Natalie Mullis, the legislature’s chief economist, estimated that the state would end the 2013-14 fiscal year with $120.5 million more than the required reserve. That’s actually down $24.5 million from September’s forecast, but Mullis predicted the state would still have $1.37 billion — 16.2 percent — more to spend in 2014-15 than was budgeted for the current fiscal year.

“Because we budgeted conservatively and our economy continues to strengthen, it appears we are in a strong position to continue recovering from the September 2013 floods,” said Rep. Crisanta Duran (D-Denver), the JBC chairwoman. “But our unemployment rate remains too high and our overall recovery is still too spotty. We need to address income inequality in the state and come up with policies to strengthen Colorado’s middle class.
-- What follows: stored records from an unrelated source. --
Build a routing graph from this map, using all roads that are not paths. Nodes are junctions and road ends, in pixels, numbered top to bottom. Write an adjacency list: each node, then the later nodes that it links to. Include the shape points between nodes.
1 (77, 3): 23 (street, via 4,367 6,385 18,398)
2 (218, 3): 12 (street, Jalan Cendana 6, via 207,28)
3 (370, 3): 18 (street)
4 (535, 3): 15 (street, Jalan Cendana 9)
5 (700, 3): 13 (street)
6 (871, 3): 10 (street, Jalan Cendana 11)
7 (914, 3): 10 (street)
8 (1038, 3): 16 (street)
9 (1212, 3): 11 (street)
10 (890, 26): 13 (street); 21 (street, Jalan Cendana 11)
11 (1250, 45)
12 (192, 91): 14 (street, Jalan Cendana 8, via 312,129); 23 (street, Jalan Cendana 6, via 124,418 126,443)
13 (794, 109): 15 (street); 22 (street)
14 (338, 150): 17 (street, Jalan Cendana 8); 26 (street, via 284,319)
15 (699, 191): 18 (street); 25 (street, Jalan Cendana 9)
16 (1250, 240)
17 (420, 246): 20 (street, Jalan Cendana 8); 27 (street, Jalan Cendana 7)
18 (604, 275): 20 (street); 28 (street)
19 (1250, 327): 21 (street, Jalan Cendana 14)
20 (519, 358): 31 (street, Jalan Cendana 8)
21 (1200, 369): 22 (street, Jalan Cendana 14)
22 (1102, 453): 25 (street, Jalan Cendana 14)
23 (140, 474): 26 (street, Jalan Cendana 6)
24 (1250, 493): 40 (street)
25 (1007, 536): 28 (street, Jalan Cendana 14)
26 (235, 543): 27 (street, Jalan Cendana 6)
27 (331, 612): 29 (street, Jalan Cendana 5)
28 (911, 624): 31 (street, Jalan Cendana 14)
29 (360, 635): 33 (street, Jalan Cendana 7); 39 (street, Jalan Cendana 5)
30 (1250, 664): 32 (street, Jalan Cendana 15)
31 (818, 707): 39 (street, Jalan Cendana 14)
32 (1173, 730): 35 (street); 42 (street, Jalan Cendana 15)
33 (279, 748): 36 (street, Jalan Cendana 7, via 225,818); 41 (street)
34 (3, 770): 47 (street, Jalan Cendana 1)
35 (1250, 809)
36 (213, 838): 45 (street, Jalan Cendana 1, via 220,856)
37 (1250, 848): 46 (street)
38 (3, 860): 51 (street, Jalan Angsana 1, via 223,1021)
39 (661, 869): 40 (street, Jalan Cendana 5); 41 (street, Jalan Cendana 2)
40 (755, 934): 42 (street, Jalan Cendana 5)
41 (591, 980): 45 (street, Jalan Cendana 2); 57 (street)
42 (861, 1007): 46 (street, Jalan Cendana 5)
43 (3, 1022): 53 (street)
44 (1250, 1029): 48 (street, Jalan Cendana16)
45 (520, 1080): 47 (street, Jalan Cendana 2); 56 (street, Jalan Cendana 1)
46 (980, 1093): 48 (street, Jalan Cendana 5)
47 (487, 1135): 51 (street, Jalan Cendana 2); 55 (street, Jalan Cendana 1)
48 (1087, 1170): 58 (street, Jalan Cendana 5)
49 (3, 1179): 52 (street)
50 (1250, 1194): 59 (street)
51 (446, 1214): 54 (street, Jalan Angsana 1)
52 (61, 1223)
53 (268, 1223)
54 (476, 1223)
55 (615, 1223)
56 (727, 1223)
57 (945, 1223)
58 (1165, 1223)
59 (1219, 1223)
Henry Sobanet, director of Gov. John Hickenlooper’s Office of State Planning and Budgeting, predicted the state would wind up with $96 million in excess reserves even after accounting for the governor’s proposal to increase the general fund reserve requirement to 6.5 percent.

“Our economy is still a long way from tip-top shape, but it’s encouraging to see we’re still trending in the right direction,” said Rep. Jenise May (D-Aurora), the other House Democrat on the JBC. “I am hopeful that Colorado is in a strong position for continued economic growth.”